### The problem:
Lines in which "Heriberto" appears should be pulled from the data below.

### Records to process:
········
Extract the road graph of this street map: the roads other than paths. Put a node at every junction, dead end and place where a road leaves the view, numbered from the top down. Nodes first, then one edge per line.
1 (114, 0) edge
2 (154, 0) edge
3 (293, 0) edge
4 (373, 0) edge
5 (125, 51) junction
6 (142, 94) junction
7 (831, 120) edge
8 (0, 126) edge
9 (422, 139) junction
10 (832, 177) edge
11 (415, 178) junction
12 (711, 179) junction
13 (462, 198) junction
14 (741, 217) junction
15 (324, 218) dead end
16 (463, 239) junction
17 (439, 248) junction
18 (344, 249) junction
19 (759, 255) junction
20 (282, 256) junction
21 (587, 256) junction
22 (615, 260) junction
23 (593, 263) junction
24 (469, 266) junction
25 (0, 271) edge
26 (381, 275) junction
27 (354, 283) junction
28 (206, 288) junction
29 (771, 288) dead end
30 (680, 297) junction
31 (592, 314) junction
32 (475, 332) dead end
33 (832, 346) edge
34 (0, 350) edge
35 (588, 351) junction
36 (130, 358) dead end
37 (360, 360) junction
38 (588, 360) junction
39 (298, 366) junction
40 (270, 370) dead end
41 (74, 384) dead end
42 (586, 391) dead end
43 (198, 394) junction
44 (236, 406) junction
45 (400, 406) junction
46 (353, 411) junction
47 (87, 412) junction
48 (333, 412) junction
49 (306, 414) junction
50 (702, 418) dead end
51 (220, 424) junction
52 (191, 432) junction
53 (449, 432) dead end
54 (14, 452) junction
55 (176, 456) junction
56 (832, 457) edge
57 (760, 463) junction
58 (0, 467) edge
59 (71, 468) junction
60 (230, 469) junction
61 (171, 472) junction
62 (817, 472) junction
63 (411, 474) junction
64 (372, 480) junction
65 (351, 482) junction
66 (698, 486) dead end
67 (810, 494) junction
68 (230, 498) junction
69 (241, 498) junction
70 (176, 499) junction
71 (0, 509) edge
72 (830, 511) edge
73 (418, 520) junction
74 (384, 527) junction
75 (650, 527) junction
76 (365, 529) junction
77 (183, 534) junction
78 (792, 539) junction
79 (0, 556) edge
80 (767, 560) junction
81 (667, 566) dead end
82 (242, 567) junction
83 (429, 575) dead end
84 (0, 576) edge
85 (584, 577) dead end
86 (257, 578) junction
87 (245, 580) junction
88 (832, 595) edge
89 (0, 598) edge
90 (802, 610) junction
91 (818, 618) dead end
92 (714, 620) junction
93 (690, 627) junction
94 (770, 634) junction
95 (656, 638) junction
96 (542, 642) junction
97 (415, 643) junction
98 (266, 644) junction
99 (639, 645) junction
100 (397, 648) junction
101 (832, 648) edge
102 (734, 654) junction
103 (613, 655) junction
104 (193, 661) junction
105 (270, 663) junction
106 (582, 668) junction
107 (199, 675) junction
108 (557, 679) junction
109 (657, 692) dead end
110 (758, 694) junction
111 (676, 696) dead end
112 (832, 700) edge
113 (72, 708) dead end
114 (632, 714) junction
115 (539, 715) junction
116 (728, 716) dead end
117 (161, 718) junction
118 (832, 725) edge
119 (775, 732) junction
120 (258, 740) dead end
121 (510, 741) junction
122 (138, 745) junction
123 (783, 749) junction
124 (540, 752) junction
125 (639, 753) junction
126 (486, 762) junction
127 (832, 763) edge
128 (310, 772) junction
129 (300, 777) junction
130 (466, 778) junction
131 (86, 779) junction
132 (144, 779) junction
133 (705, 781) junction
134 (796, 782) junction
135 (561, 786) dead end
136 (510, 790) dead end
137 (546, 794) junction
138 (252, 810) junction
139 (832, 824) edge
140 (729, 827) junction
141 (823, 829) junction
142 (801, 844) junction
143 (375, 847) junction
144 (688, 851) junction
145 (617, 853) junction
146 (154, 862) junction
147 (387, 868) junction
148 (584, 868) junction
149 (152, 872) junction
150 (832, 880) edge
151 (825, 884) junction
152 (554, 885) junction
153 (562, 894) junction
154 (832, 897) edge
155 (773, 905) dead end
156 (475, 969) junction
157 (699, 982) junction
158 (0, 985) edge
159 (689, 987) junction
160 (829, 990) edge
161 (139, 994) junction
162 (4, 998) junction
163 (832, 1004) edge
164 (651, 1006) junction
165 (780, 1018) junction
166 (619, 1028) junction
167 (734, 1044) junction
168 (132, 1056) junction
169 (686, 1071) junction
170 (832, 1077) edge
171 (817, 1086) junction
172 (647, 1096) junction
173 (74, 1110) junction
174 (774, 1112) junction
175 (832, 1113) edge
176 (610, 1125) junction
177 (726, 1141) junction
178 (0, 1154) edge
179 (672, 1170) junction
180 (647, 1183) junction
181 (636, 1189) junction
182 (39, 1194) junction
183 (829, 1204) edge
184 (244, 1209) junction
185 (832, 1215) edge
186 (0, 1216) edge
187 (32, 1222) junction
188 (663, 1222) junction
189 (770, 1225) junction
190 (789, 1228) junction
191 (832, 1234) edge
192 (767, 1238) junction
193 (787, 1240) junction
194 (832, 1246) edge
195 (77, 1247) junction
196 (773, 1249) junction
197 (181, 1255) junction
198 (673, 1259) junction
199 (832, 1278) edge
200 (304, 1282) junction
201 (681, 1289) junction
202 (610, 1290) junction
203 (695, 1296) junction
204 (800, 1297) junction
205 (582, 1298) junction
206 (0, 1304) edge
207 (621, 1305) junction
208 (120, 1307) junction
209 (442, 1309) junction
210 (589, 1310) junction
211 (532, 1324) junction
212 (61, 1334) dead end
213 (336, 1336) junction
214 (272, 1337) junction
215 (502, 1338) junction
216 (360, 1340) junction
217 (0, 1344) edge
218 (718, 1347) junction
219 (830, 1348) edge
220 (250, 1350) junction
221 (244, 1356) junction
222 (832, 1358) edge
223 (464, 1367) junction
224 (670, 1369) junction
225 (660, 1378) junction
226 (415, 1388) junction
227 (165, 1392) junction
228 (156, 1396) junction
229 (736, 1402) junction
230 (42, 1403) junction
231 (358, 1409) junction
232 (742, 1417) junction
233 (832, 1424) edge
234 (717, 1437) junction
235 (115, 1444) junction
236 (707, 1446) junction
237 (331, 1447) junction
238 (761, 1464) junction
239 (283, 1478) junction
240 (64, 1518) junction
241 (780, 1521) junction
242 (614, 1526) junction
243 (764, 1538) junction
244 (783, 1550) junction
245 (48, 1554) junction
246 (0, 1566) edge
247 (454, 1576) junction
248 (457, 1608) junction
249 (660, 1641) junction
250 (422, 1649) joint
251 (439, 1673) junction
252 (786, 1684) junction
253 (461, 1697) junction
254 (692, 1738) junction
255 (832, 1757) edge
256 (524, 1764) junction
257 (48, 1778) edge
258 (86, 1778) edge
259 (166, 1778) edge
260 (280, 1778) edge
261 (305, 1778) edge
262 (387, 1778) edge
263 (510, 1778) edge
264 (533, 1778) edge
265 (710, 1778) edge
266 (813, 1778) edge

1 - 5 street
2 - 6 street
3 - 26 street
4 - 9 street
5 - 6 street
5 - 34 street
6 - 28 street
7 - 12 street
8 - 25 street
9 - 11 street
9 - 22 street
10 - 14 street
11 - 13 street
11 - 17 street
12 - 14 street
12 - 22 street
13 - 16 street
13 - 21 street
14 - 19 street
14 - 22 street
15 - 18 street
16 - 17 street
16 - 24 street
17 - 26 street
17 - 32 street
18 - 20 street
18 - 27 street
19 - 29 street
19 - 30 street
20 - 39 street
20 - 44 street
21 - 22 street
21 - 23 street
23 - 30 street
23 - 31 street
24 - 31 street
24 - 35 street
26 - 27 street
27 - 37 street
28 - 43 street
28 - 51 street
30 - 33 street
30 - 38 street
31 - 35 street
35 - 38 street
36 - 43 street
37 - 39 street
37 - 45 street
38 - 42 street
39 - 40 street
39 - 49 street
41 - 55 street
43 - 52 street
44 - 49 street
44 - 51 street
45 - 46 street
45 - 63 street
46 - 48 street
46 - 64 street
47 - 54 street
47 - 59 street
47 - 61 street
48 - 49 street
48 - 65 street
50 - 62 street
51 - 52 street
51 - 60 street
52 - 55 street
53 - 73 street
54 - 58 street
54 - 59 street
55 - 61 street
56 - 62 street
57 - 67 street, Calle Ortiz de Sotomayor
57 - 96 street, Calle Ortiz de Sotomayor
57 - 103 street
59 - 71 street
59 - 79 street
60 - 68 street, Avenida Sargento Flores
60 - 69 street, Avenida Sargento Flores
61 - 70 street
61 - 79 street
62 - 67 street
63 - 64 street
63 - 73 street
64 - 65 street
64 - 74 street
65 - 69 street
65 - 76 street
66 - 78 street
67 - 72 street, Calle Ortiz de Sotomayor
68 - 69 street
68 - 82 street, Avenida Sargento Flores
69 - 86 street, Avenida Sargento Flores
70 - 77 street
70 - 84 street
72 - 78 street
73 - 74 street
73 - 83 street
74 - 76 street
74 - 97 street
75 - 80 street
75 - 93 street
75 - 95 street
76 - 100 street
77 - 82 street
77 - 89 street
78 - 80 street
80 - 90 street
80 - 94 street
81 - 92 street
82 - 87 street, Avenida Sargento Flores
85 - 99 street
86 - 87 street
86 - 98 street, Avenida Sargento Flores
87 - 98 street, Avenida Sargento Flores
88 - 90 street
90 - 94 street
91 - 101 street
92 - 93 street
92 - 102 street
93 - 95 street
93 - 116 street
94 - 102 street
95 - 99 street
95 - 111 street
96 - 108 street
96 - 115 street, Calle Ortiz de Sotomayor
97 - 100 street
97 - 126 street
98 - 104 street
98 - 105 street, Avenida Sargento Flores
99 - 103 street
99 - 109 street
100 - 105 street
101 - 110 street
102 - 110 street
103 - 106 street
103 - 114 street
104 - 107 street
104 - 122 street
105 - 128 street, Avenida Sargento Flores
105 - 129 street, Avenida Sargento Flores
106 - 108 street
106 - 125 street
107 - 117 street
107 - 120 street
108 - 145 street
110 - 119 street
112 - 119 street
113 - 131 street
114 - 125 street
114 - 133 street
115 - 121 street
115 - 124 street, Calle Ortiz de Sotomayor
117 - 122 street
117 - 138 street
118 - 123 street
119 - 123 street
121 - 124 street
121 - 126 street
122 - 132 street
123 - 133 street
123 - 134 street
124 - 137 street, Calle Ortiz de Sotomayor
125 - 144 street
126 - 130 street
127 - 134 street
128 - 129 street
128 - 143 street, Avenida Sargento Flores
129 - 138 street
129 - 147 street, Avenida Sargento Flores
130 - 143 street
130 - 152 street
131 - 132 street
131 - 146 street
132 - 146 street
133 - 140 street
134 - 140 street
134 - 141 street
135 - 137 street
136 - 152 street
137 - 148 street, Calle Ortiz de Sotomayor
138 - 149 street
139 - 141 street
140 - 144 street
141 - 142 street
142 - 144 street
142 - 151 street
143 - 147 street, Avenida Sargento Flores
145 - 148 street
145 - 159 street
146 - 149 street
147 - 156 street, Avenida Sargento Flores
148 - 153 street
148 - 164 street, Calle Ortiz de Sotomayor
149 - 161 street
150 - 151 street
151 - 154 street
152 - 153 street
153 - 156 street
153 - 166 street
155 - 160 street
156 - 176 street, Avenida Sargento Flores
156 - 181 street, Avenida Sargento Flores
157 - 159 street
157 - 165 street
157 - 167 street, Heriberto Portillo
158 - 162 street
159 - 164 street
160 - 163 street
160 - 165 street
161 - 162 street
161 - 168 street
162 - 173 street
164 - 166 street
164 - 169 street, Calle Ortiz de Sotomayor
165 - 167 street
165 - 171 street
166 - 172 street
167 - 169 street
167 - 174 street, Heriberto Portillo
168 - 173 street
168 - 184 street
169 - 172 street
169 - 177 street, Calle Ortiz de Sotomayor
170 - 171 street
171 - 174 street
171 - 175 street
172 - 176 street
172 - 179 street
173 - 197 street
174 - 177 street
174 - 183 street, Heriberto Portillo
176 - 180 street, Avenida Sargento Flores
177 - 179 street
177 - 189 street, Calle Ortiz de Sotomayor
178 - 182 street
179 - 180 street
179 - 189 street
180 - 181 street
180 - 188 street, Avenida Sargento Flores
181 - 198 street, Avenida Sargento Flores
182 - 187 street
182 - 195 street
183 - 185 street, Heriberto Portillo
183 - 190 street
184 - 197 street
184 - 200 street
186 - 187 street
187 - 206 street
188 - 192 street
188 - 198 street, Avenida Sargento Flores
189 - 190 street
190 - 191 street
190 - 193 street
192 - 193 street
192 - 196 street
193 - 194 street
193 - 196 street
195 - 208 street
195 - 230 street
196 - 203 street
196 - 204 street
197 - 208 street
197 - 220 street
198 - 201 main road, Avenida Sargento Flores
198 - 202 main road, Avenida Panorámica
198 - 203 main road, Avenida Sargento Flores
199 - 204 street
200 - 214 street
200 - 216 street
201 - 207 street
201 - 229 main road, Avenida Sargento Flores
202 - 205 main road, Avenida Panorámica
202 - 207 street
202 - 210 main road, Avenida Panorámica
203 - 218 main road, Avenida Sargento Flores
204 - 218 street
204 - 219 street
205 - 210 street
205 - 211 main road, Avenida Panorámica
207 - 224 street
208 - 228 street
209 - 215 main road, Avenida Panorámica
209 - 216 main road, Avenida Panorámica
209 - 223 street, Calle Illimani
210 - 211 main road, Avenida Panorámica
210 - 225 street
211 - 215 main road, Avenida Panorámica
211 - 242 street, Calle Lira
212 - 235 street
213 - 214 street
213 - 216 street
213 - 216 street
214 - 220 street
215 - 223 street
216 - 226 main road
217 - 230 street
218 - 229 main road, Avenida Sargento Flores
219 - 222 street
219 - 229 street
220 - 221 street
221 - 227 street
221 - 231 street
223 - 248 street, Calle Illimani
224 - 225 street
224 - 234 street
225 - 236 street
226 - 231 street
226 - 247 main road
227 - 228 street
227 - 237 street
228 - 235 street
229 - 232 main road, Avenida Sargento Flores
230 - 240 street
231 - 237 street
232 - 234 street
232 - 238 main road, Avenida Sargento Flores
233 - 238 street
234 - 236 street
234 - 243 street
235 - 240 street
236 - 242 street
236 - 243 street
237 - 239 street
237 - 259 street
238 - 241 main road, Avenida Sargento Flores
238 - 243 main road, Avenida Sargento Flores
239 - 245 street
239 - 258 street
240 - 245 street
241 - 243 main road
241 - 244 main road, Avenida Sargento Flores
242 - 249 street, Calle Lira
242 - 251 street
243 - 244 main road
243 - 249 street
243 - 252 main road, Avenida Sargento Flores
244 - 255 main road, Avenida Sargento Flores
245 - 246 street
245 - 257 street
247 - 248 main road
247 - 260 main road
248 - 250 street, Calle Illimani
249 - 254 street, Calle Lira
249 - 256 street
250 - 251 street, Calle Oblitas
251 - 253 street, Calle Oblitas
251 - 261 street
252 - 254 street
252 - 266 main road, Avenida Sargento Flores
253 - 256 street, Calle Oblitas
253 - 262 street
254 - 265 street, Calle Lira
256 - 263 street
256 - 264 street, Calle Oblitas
········
### Answer to this problem:
157 - 167 street, Heriberto Portillo
167 - 174 street, Heriberto Portillo
174 - 183 street, Heriberto Portillo
183 - 185 street, Heriberto Portillo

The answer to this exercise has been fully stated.